Design and construction of polymerized-chitosan coated Fe3O4 magnetic nanoparticles and its application for hydrophobic drug delivery

In this study, a novel hydrogel, chitosan (CS) crosslinked carboxymethyl-β-cyclodextrin (CM-β-CD) polymer modified Fe3O4 magnetic nanoparticles was synthesized for delivering hydrophobic anticancer drug 5-fluorouracil (CS-CDpoly-MNPs). Carboxymethyl-β-cyclodextrin being grafted on the Fe3O4 nanoparticles (CDpoly-MNPs) contributed to an enhancement of adsorption capacities because of the inclusion abilities of its hydrophobic cavity with insoluble anticancer drugs through host–guest interactions. Experimental results indicated that the amounts of crosslinking agent and bonding times played a crucial role in determining morphology features of the hybrid nanocarriers.
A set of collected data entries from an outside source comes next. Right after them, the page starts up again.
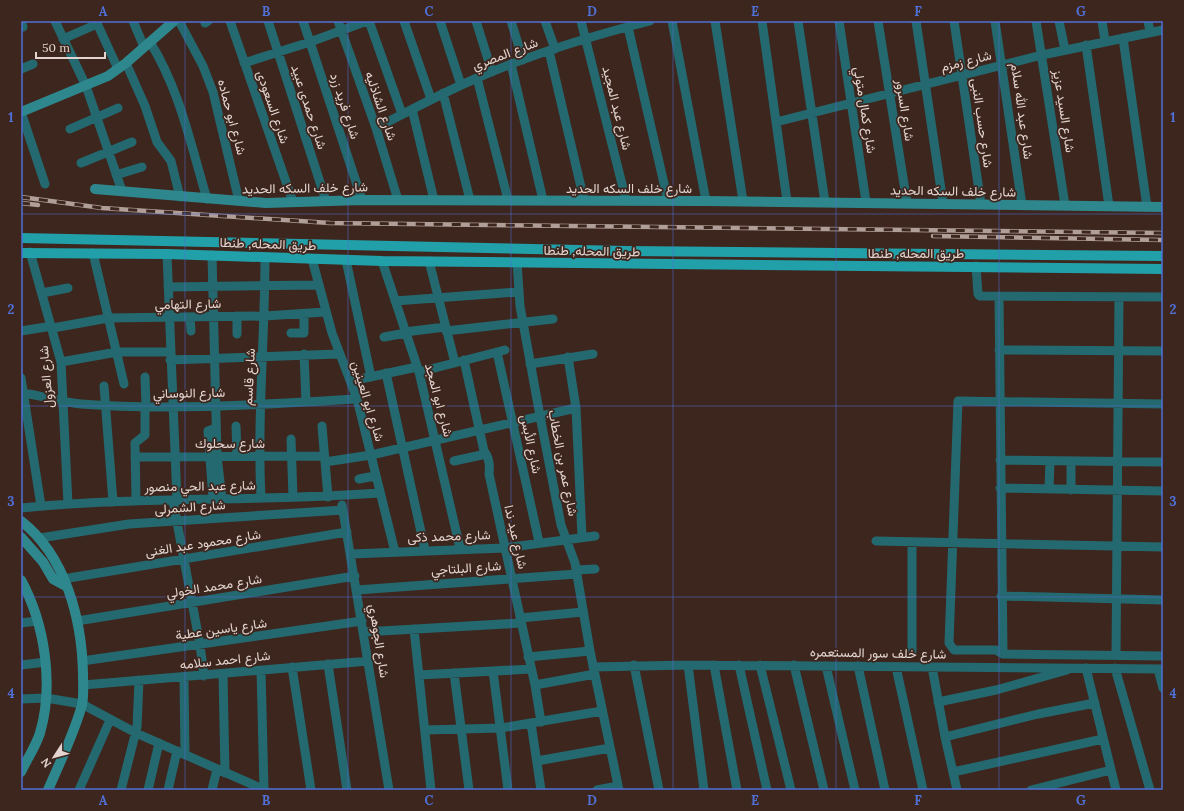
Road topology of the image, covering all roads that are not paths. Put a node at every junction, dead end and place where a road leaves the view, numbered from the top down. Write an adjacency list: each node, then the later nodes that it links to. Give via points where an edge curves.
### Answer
1 (55, 21): 35 (street)
2 (132, 21): 39 (street)
3 (230, 21): 46 (street, شارع السعودى)
4 (268, 21): 43 (street, شارع حمدى عبيد)
5 (303, 21): 38 (street, شارع فريد زرد)
6 (338, 21): 32 (street, شارع الشاذليه)
7 (368, 21): 32 (street); 66 (street)
8 (404, 21): 60 (street)
9 (440, 21): 56 (street)
10 (476, 21): 52 (street)
11 (511, 21): 45 (street)
12 (545, 21): 41 (street)
13 (581, 21): 36 (street, شارع عبد المجيد)
14 (650, 21): 30 (street, شارع المصري)
15 (672, 21): 92 (street)
16 (715, 21): 93 (street)
17 (762, 21): 68 (street)
18 (798, 21): 65 (street)
19 (839, 21): 61 (street, شارع كمال متولي)
20 (878, 21): 59 (street, شارع السرور)
21 (916, 21): 55 (street)
22 (954, 21): 53 (street, شارع حسب النبى)
23 (995, 21): 49 (street, شارع عبد الله سلام)
24 (1036, 21): 44 (street, شارع السيد عزيز)
25 (1059, 21): 42 (street)
26 (1102, 21): 37 (street)
27 (1148, 21): 33 (street)
28 (97, 22): 35 (street); 50 (street)
29 (174, 22): 39 (street); 89 (street, شارع ابو حماده, via 203,66 214,92)
30 (624, 25): 36 (street, شارع المصري); 91 (street)
31 (1163, 30): 33 (street, شارع زمزم)
32 (342, 31): 38 (street); 69 (street, شارع الشاذليه)
33 (1150, 32): 34 (street, شارع زمزم)
34 (1124, 38): 37 (street, شارع زمزم); 104 (street)
35 (63, 39): 57 (street)
36 (586, 39): 41 (street, شارع المصري); 88 (street, شارع عبد المجيد)
37 (1105, 41): 40 (street, شارع زمزم)
38 (310, 42): 43 (street); 81 (street, شارع فريد زرد)
39 (147, 45): 50 (street); 80 (street, via 160,58 174,88)
40 (1086, 45): 42 (street, شارع زمزم); 103 (street)
41 (552, 50): 45 (street, شارع المصري); 87 (street)
42 (1064, 50): 44 (street, شارع زمزم)
43 (278, 53): 46 (street); 90 (street, شارع حمدى عبيد)
44 (1042, 55): 49 (street, شارع زمزم); 102 (street, شارع السيد عزيز)
45 (523, 60): 48 (street, شارع المصري)
46 (244, 63): 95 (street, شارع السعودى)
47 (33, 64): 51 (street)
48 (511, 64): 52 (street, شارع المصري); 86 (street)
49 (1002, 65): 53 (street, شارع زمزم); 101 (street, شارع عبد الله سلام)
50 (122, 66): 57 (street); 79 (street, via 145,106 157,142 171,161)
51 (21, 69)
52 (492, 72): 54 (street, شارع المصري)
53 (962, 76): 55 (street, شارع زمزم); 100 (street, شارع حسب النبى)
54 (477, 78): 56 (street, شارع المصري); 85 (street)
55 (926, 84): 59 (street, شارع زمزم); 99 (street)
56 (461, 85): 58 (street, شارع المصري)
57 (86, 86): 64 (street); 67 (street)
58 (443, 93): 60 (street, شارع المصري); 84 (street)
59 (889, 94): 61 (street, شارع زمزم); 98 (street, شارع السرور)
60 (431, 99): 63 (street, شارع المصري)
61 (851, 104): 65 (street, شارع زمزم); 97 (street, شارع كمال متولي)
62 (118, 108): 67 (street)
63 (412, 109): 66 (street, شارع المصري); 83 (street)
64 (21, 112): 76 (street)
65 (812, 113): 68 (street, شارع زمزم); 96 (street)
66 (402, 114): 69 (street, شارع المصري)
67 (97, 117): 70 (street); 72 (street)
68 (776, 122): 94 (street)
69 (376, 128): 82 (street, شارع الشاذليه)
70 (70, 129)
71 (132, 142): 72 (street)
72 (108, 152): 73 (street); 75 (street)
73 (81, 163)
74 (142, 167): 75 (street)
75 (116, 175): 78 (street)
76 (45, 184)
77 (95, 189): 78 (street, شارع خلف السكه الحديد)
78 (122, 191): 79 (street, شارع خلف السكه الحديد)
79 (180, 197): 80 (street, شارع خلف السكه الحديد)
80 (207, 199): 89 (street, شارع خلف السكه الحديد)
81 (362, 200): 82 (street, شارع خلف السكه الحديد); 90 (street, شارع خلف السكه الحديد)
82 (398, 200): 83 (street, شارع خلف السكه الحديد)
83 (434, 200): 84 (street, شارع خلف السكه الحديد)
84 (470, 200): 85 (street, شارع خلف السكه الحديد)
85 (508, 200): 86 (street, شارع خلف السكه الحديد)
86 (543, 200): 87 (street, شارع خلف السكه الحديد)
87 (584, 200): 88 (street, شارع خلف السكه الحديد)
88 (626, 200): 91 (street, شارع خلف السكه الحديد)
89 (239, 201): 95 (street, شارع خلف السكه الحديد)
90 (326, 201): 95 (street, شارع خلف السكه الحديد)
91 (668, 201): 92 (street, شارع خلف السكه الحديد)
92 (706, 201): 93 (street, شارع خلف السكه الحديد)
93 (744, 201): 94 (street, شارع خلف السكه الحديد)
94 (787, 201): 96 (street, شارع خلف السكه الحديد)
95 (293, 202)
96 (825, 202): 97 (street, شارع خلف السكه الحديد)
97 (866, 202): 98 (street, شارع خلف السكه الحديد)
98 (907, 203): 99 (street, شارع خلف السكه الحديد)
99 (943, 204): 100 (street, شارع خلف السكه الحديد)
100 (981, 204): 101 (street, شارع خلف السكه الحديد)
101 (1022, 205): 102 (street, شارع خلف السكه الحديد)
102 (1065, 205): 103 (street, شارع خلف السكه الحديد)
103 (1109, 206): 104 (street, شارع خلف السكه الحديد)
104 (1147, 207): 105 (street, شارع خلف السكه الحديد)
105 (1163, 207)
106 (21, 238): 107 (main road, طريق المحله, طنطا)
107 (626, 251): 109 (main road, طريق المحله, طنطا); 120 (main road, via 630,258)
108 (26, 252): 110 (main road, طريق المحله, طنطا); 130 (street, شارع العزول)
109 (660, 252): 113 (main road, طريق المحله, طنطا); 121 (main road, via 657,257)
110 (93, 253): 111 (main road, طريق المحله, طنطا); 142 (street)
111 (167, 254): 112 (main road, طريق المحله, طنطا); 126 (street)
112 (212, 255): 114 (main road, طريق المحله, طنطا); 127 (street)
113 (1163, 256)
114 (265, 257): 115 (main road, طريق المحله, طنطا); 125 (street, شارع قاسم)
115 (312, 259): 116 (main road, طريق المحله, طنطا); 124 (street, شارع ابو العينين)
116 (346, 260): 117 (main road, طريق المحله, طنطا); 170 (street)
117 (382, 261): 118 (main road, طريق المحله, طنطا); 135 (street, شارع ابو المجد)
118 (429, 261): 119 (main road, طريق المحله, طنطا); 132 (street, شارع عيد ندا)
119 (517, 262): 120 (main road, طريق المحله, طنطا); 129 (street, شارع عمر بن الخطاب)
120 (626, 264): 121 (main road, طريق المحله, طنطا)
121 (660, 265): 122 (main road, طريق المحله, طنطا)
122 (976, 266): 123 (main road, طريق المحله, طنطا); 131 (street, via 979,296)
123 (1163, 269)
124 (318, 285): 125 (street); 136 (street, شارع ابو العينين)
125 (265, 286): 127 (street); 140 (street, شارع قاسم)
126 (168, 287): 127 (street); 143 (street)
127 (213, 287): 138 (street)
128 (68, 288): 130 (street)
129 (518, 292): 132 (street); 145 (street, شارع عمر بن الخطاب)
130 (42, 293): 146 (street, شارع العزول)
131 (999, 296): 133 (street); 154 (street)
132 (438, 297): 135 (street); 147 (street, شارع عيد ندا)
133 (1119, 297): 134 (street); 155 (street)
134 (1163, 297)
135 (395, 301): 151 (street, شارع ابو المجد)
136 (325, 312): 137 (street, شارع التهامي); 159 (street, شارع ابو العينين)
137 (304, 314): 140 (street, شارع التهامي); 150 (street, via 304,333)
138 (214, 316): 139 (street, شارع التهامي); 141 (street, شارع التهامي); 164 (street)
139 (237, 316): 140 (street, شارع التهامي); 152 (street)
140 (265, 316): 162 (street, شارع قاسم)
141 (190, 317): 143 (street, شارع التهامي); 149 (street)
142 (108, 318): 143 (street, شارع التهامي); 146 (street, شارع التهامي); 157 (street)
143 (169, 318): 161 (street)
144 (553, 319): 145 (street)
145 (522, 322): 147 (street); 167 (street, شارع عمر بن الخطاب)
146 (52, 327): 148 (street, شارع التهامي); 166 (street, شارع العزول)
147 (446, 329): 151 (street); 165 (street, شارع عيد ندا)
148 (21, 331)
149 (191, 331)
150 (291, 333)
151 (406, 333): 153 (street); 168 (street, شارع ابو المجد)
152 (237, 334)
153 (384, 337)
154 (999, 350): 155 (street); 180 (street)
155 (1118, 351): 156 (street); 181 (street)
156 (1163, 351)
157 (117, 352): 161 (street); 166 (street); 174 (street)
158 (304, 354): 159 (street); 162 (street); 179 (street)
159 (340, 354): 173 (street, شارع ابو العينين)
160 (594, 354): 163 (street)
161 (170, 356): 164 (street); 187 (street)
162 (263, 356): 164 (street); 182 (street, شارع قاسم)
163 (568, 357): 167 (street); 188 (street)
164 (214, 358): 186 (street)
165 (459, 361): 168 (street); 190 (street, شارع الأبس, via 501,351); 193 (street, شارع عيد ندا)
166 (61, 362): 178 (street, شارع العزول)
167 (530, 364): 189 (street, شارع عمر بن الخطاب)
168 (418, 370): 169 (street); 195 (street, شارع ابو المجد)
169 (386, 373): 170 (street); 196 (street)
170 (371, 377): 173 (street)
171 (21, 378): 176 (street)
172 (146, 378): 185 (street)
173 (351, 381): 177 (street, شارع ابو العينين)
174 (124, 384)
175 (104, 386): 184 (street)
176 (22, 393): 178 (street, شارع النوساني); 229 (street)
177 (357, 399): 179 (street, شارع النوساني); 198 (street, شارع ابو العينين)
178 (62, 402): 184 (street, شارع النوساني); 228 (street, شارع العزول)
179 (306, 402): 182 (street, شارع النوساني)
180 (1000, 402): 181 (street); 206 (street); 243 (street, via 958,401)
181 (1118, 403): 183 (street); 210 (street)
182 (260, 404): 186 (street, شارع النوساني); 204 (street, شارع قاسم)
183 (1163, 404)
184 (106, 405): 185 (street, شارع النوساني); 227 (street)
185 (145, 406): 187 (street, شارع النوساني); 203 (street, via 145,435 135,441)
186 (215, 406): 187 (street, شارع النوساني); 200 (street)
187 (172, 407): 199 (street)
188 (576, 408): 189 (street, شارع سحلوك); 237 (street)
189 (540, 416): 190 (street, شارع سحلوك); 239 (street, شارع عمر بن الخطاب)
190 (513, 422): 193 (street, شارع سحلوك); 241 (street, شارع الأبس)
191 (236, 426): 201 (street)
192 (322, 426): 205 (street)
193 (479, 429): 195 (street, شارع سحلوك); 197 (street, شارع عيد ندا)
194 (291, 439): 202 (street)
195 (436, 439): 196 (street, شارع سحلوك); 247 (street, شارع ابو المجد)
196 (404, 447): 198 (street, شارع سحلوك); 249 (street)
197 (486, 454): 207 (street); 248 (street, شارع عيد ندا)
198 (371, 455): 205 (street, شارع سحلوك); 212 (street, شارع ابو العينين)
199 (175, 456): 200 (street, شارع سحلوك); 203 (street, شارع سحلوك); 226 (street)
200 (213, 456): 201 (street, شارع سحلوك); 224 (street)
201 (237, 456): 204 (street, شارع سحلوك)
202 (292, 456): 204 (street, شارع سحلوك); 205 (street, شارع سحلوك); 221 (street)
203 (135, 457): 225 (street)
204 (259, 457): 223 (street, شارع قاسم)
205 (325, 459): 222 (street)
206 (1000, 460): 208 (street); 214 (street)
207 (454, 461)
208 (1050, 461): 209 (street); 215 (street)
209 (1071, 461): 210 (street); 216 (street)
210 (1117, 462): 211 (street); 217 (street)
211 (1163, 462)
212 (376, 476): 213 (street); 219 (street, شارع ابو العينين)
213 (359, 479)
214 (1000, 488): 215 (street); 244 (street)
215 (1049, 489): 216 (street)
216 (1071, 490): 217 (street)
217 (1117, 490): 218 (street); 245 (street)
218 (1163, 491)
219 (379, 493): 220 (street, شارع عبد الحي منصور); 250 (street, شارع ابو العينين)
220 (340, 496): 222 (street, شارع عبد الحي منصور); 231 (street, شارع الجوهري)
221 (293, 497): 222 (street, شارع عبد الحي منصور); 223 (street, شارع عبد الحي منصور)
222 (328, 497)
223 (261, 498): 224 (street, شارع عبد الحي منصور)
224 (218, 499): 226 (street, شارع عبد الحي منصور)
225 (136, 501): 226 (street, شارع عبد الحي منصور); 227 (street, شارع عبد الحي منصور)
226 (175, 501): 233 (street)
227 (114, 502): 228 (street, شارع عبد الحي منصور)
228 (68, 504): 229 (street, شارع عبد الحي منصور)
229 (41, 506): 230 (street, شارع عبد الحي منصور)
230 (21, 508)
231 (343, 510): 233 (street, شارع الشمرلى); 234 (street, شارع الجوهري)
232 (21, 521): 238 (street)
233 (176, 521): 238 (street, شارع الشمرلى, via 129,524); 252 (street)
234 (347, 532): 251 (street, شارع الجوهري); 252 (street, شارع محمود عبد الغنى)
235 (595, 536): 237 (street, شارع محمد ذكى)
236 (21, 537): 257 (street, via 43,562 53,579)
237 (582, 537): 239 (street, شارع محمد ذكى)
238 (40, 538): 257 (street, via 57,564)
239 (566, 538): 241 (street, شارع محمد ذكى); 254 (street, شارع عمر بن الخطاب)
240 (876, 541): 242 (street)
241 (539, 542): 248 (street, شارع محمد ذكى)
242 (912, 542): 243 (street); 274 (street)
243 (953, 543): 244 (street); 275 (street, via 950,647 956,650 996,650)
244 (1001, 544): 245 (street); 260 (street)
245 (1117, 546): 246 (street); 261 (street)
246 (1163, 547)
247 (460, 548): 248 (street, شارع محمد ذكى); 249 (street, شارع محمد ذكى)
248 (504, 548): 256 (street, شارع عيد ندا)
249 (425, 550): 250 (street, شارع محمد ذكى)
250 (395, 552): 251 (street, شارع محمد ذكى)
251 (351, 554): 255 (street, شارع الجوهري)
252 (184, 560): 257 (street, شارع محمود عبد الغنى); 263 (street)
253 (595, 569): 254 (street, شارع البلتاجي)
254 (576, 572): 256 (street, شارع البلتاجي); 264 (street, شارع عمر بن الخطاب)
255 (355, 576): 259 (street, شارع الجوهري); 263 (street, شارع محمد الخولي)
256 (512, 578): 259 (street, شارع البلتاجي); 266 (street, شارع عيد ندا)
257 (64, 582): 267 (street)
258 (23, 586): 265 (street)
259 (357, 590): 268 (street, شارع الجوهري)
260 (1001, 596): 261 (street); 275 (street)
261 (1116, 599): 262 (street); 276 (street)
262 (1163, 600)
263 (192, 602): 267 (street, شارع محمد الخولي); 272 (street)
264 (583, 612): 266 (street); 273 (street, شارع عمر بن الخطاب)
265 (37, 620): 269 (street); 281 (street)
266 (520, 620): 270 (street); 278 (street, شارع عيد ندا)
267 (77, 621): 279 (street)
268 (362, 621): 271 (street, شارع الجوهري); 272 (street, شارع ياسين عطية)
269 (21, 623)
270 (414, 629): 271 (street); 305 (street)
271 (364, 632): 280 (street, شارع الجوهري)
272 (200, 645): 279 (street, شارع ياسين عطية); 306 (street)
273 (590, 651): 278 (street); 302 (street, شارع عمر بن الخطاب)
274 (912, 652)
275 (1003, 654): 276 (street)
276 (1116, 655): 277 (street)
277 (1163, 656)
278 (528, 658): 298 (street, شارع عيد ندا)
279 (82, 661): 309 (street)
280 (369, 661): 282 (street, شارع احمد سلامه); 345 (street, شارع الجوهري)
281 (46, 662): 283 (street); 312 (street)
282 (328, 664): 293 (street, شارع احمد سلامه); 344 (street)
283 (21, 665)
284 (688, 665): 285 (street, شارع خلف سور المستعمره); 288 (street, شارع خلف سور المستعمره); 352 (street)
285 (714, 665): 286 (street, شارع خلف سور المستعمره); 353 (street)
286 (739, 665): 287 (street, شارع خلف سور المستعمره); 354 (street)
287 (760, 665): 289 (street, شارع خلف سور المستعمره); 355 (street)
288 (634, 666): 302 (street, شارع خلف سور المستعمره); 351 (street)
289 (794, 666): 290 (street, شارع خلف سور المستعمره); 356 (street)
290 (826, 666): 291 (street, شارع خلف سور المستعمره); 357 (street)
291 (858, 666): 292 (street, شارع خلف سور المستعمره); 358 (street)
292 (896, 666): 294 (street, شارع خلف سور المستعمره); 359 (street)
293 (292, 667): 300 (street, شارع احمد سلامه); 343 (street)
294 (932, 667): 295 (street, شارع خلف سور المستعمره); 314 (street)
295 (1074, 668): 296 (street, شارع خلف سور المستعمره); 314 (street, via 1037,680)
296 (1086, 668): 297 (street, شارع خلف سور المستعمره); 315 (street)
297 (1115, 668): 299 (street, شارع خلف سور المستعمره); 363 (street)
298 (531, 669): 301 (street); 310 (street, شارع عيد ندا)
299 (1160, 669): 311 (street)
300 (261, 670): 304 (street, شارع احمد سلامه); 336 (street)
301 (493, 671): 303 (street); 321 (street)
302 (594, 671): 310 (street, شارع خلف سور المستعمره); 317 (street, شارع عمر بن الخطاب)
303 (454, 673): 305 (street); 322 (street)
304 (223, 674): 306 (street, شارع احمد سلامه); 332 (street)
305 (419, 675): 323 (street)
306 (204, 676): 307 (street, شارع احمد سلامه)
307 (184, 678): 308 (street, شارع احمد سلامه); 329 (street)
308 (139, 680): 309 (street, شارع احمد سلامه); 324 (street)
309 (83, 685): 316 (street)
310 (535, 685): 319 (street, شارع عيد ندا)
311 (1163, 688)
312 (46, 698): 313 (street); 316 (street); 333 (street, via 39,734)
313 (21, 699)
314 (938, 702): 325 (street)
315 (1095, 703): 325 (street); 326 (street)
316 (82, 704): 318 (street); 337 (street)
317 (602, 711): 319 (street); 328 (street, شارع عمر بن الخطاب)
318 (110, 720): 324 (street); 338 (street)
319 (541, 722): 320 (street)
320 (531, 723): 321 (street); 330 (street)
321 (501, 728): 322 (street); 348 (street)
322 (462, 729): 323 (street); 347 (street)
323 (425, 730): 346 (street)
324 (136, 733): 327 (street); 339 (street)
325 (945, 737): 334 (street)
326 (1103, 739): 331 (street); 334 (street)
327 (159, 743): 329 (street); 340 (street)
328 (610, 748): 330 (street); 335 (street, شارع عمر بن الخطاب)
329 (181, 753): 332 (street); 341 (street)
330 (537, 761): 349 (street)
331 (1111, 770): 361 (street); 362 (street)
332 (221, 771): 336 (street); 342 (street)
333 (21, 772)
334 (953, 772): 360 (street)
335 (619, 788): 350 (street)
336 (259, 789)
337 (48, 790)
338 (79, 790)
339 (121, 790)
340 (148, 790)
341 (168, 790)
342 (212, 790)
343 (311, 790)
344 (347, 790)
345 (389, 790)
346 (431, 790)
347 (468, 790)
348 (508, 790)
349 (541, 790)
350 (597, 790)
351 (659, 790)
352 (704, 790)
353 (737, 790)
354 (766, 790)
355 (791, 790)
356 (824, 790)
357 (854, 790)
358 (886, 790)
359 (923, 790)
360 (957, 790)
361 (1031, 790)
362 (1116, 790)
363 (1150, 790)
The nanocarriers exhibited a high loading efficiency (44.7 ± 1.8%) with a high saturation magnetization of 43.8 emu/g. UV–Vis spectroscopy results showed that anticancer drug 5-fluorouracil (5-Fu) could be successfully included into the cavities of the covalently linked CDpoly-MNPs. Moreover, the free carboxymethyl groups could enhance the bonding interactions between the covalently linked CDpoly-MNPs and anticancer drugs. In vitro release studies revealed that the release behaviors of CS-CDpoly-MNPs carriers were pH dependent and demonstrated a swelling and diffusion controlled release. A lower pH value led to swelling effect and electrostatic repulsion contributing to the protonation amine impact of NH3+, and thus resulted in a higher release rate of 5-Fu. The mechanism of 5-Fu encapsulated into the magnetic chitosan nanoparticles was tentatively proposed.